(Beginning of WORKING DATA)
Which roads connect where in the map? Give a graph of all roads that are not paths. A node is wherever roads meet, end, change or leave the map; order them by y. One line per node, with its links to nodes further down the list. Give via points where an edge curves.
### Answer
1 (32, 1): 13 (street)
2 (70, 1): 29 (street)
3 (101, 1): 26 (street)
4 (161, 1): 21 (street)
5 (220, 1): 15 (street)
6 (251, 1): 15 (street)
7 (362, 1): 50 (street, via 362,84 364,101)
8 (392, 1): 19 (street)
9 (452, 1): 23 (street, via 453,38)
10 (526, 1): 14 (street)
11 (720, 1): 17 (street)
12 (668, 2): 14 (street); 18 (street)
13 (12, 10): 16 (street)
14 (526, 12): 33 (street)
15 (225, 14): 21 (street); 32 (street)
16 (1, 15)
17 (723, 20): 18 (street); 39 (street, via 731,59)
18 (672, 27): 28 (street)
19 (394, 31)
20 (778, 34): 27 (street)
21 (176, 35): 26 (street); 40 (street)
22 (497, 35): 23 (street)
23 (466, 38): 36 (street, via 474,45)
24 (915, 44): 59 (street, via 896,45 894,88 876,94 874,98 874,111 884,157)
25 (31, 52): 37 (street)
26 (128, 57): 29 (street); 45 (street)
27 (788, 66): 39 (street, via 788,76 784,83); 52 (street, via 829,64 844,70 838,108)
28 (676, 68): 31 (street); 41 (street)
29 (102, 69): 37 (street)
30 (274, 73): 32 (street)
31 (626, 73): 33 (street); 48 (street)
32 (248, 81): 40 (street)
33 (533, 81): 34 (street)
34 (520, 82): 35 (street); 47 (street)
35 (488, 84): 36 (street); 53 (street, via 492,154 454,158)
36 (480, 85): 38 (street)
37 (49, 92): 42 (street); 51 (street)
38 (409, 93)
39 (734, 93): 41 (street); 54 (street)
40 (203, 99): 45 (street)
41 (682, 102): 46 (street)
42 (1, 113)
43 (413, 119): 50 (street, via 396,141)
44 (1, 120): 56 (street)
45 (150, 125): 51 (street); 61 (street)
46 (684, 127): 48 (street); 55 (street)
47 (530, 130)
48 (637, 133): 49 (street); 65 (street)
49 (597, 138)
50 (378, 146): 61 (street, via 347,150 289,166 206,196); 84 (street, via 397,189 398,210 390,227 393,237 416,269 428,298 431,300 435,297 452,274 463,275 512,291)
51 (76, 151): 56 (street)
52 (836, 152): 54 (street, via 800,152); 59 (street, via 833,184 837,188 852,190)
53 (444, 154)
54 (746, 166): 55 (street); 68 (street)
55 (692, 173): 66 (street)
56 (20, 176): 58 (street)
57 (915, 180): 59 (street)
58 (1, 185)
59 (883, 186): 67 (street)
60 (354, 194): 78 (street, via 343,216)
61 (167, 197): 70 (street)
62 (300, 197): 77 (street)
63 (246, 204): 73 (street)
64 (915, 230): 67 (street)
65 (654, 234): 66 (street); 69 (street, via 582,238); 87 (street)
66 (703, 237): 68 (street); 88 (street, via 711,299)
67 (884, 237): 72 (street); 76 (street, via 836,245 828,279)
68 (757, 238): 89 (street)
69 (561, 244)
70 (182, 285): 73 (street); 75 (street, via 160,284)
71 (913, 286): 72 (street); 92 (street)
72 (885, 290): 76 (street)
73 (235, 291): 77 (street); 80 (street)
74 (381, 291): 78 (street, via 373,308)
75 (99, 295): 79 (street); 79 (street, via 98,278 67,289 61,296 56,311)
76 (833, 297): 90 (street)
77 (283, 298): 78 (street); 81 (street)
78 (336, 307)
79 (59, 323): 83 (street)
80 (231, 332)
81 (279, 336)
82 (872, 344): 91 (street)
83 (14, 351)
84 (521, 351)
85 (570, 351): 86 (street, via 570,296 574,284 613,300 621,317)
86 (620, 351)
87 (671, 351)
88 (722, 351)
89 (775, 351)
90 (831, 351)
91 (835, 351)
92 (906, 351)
(End of WORKING DATA)
WORK REQUIRED — Copy every record once more, exactly as given.

EXERCISE RESPONSE —
Which roads connect where in the map? Give a graph of all roads that are not paths. A node is wherever roads meet, end, change or leave the map; order them by y. One line per node, with its links to nodes further down the list. Give via points where an edge curves.
### Answer
1 (32, 1): 13 (street)
2 (70, 1): 29 (street)
3 (101, 1): 26 (street)
4 (161, 1): 21 (street)
5 (220, 1): 15 (street)
6 (251, 1): 15 (street)
7 (362, 1): 50 (street, via 362,84 364,101)
8 (392, 1): 19 (street)
9 (452, 1): 23 (street, via 453,38)
10 (526, 1): 14 (street)
11 (720, 1): 17 (street)
12 (668, 2): 14 (street); 18 (street)
13 (12, 10): 16 (street)
14 (526, 12): 33 (street)
15 (225, 14): 21 (street); 32 (street)
16 (1, 15)
17 (723, 20): 18 (street); 39 (street, via 731,59)
18 (672, 27): 28 (street)
19 (394, 31)
20 (778, 34): 27 (street)
21 (176, 35): 26 (street); 40 (street)
22 (497, 35): 23 (street)
23 (466, 38): 36 (street, via 474,45)
24 (915, 44): 59 (street, via 896,45 894,88 876,94 874,98 874,111 884,157)
25 (31, 52): 37 (street)
26 (128, 57): 29 (street); 45 (street)
27 (788, 66): 39 (street, via 788,76 784,83); 52 (street, via 829,64 844,70 838,108)
28 (676, 68): 31 (street); 41 (street)
29 (102, 69): 37 (street)
30 (274, 73): 32 (street)
31 (626, 73): 33 (street); 48 (street)
32 (248, 81): 40 (street)
33 (533, 81): 34 (street)
34 (520, 82): 35 (street); 47 (street)
35 (488, 84): 36 (street); 53 (street, via 492,154 454,158)
36 (480, 85): 38 (street)
37 (49, 92): 42 (street); 51 (street)
38 (409, 93)
39 (734, 93): 41 (street); 54 (street)
40 (203, 99): 45 (street)
41 (682, 102): 46 (street)
42 (1, 113)
43 (413, 119): 50 (street, via 396,141)
44 (1, 120): 56 (street)
45 (150, 125): 51 (street); 61 (street)
46 (684, 127): 48 (street); 55 (street)
47 (530, 130)
48 (637, 133): 49 (street); 65 (street)
49 (597, 138)
50 (378, 146): 61 (street, via 347,150 289,166 206,196); 84 (street, via 397,189 398,210 390,227 393,237 416,269 428,298 431,300 435,297 452,274 463,275 512,291)
51 (76, 151): 56 (street)
52 (836, 152): 54 (street, via 800,152); 59 (street, via 833,184 837,188 852,190)
53 (444, 154)
54 (746, 166): 55 (street); 68 (street)
55 (692, 173): 66 (street)
56 (20, 176): 58 (street)
57 (915, 180): 59 (street)
58 (1, 185)
59 (883, 186): 67 (street)
60 (354, 194): 78 (street, via 343,216)
61 (167, 197): 70 (street)
62 (300, 197): 77 (street)
63 (246, 204): 73 (street)
64 (915, 230): 67 (street)
65 (654, 234): 66 (street); 69 (street, via 582,238); 87 (street)
66 (703, 237): 68 (street); 88 (street, via 711,299)
67 (884, 237): 72 (street); 76 (street, via 836,245 828,279)
68 (757, 238): 89 (street)
69 (561, 244)
70 (182, 285): 73 (street); 75 (street, via 160,284)
71 (913, 286): 72 (street); 92 (street)
72 (885, 290): 76 (street)
73 (235, 291): 77 (street); 80 (street)
74 (381, 291): 78 (street, via 373,308)
75 (99, 295): 79 (street); 79 (street, via 98,278 67,289 61,296 56,311)
76 (833, 297): 90 (street)
77 (283, 298): 78 (street); 81 (street)
78 (336, 307)
79 (59, 323): 83 (street)
80 (231, 332)
81 (279, 336)
82 (872, 344): 91 (street)
83 (14, 351)
84 (521, 351)
85 (570, 351): 86 (street, via 570,296 574,284 613,300 621,317)
86 (620, 351)
87 (671, 351)
88 (722, 351)
89 (775, 351)
90 (831, 351)
91 (835, 351)
92 (906, 351)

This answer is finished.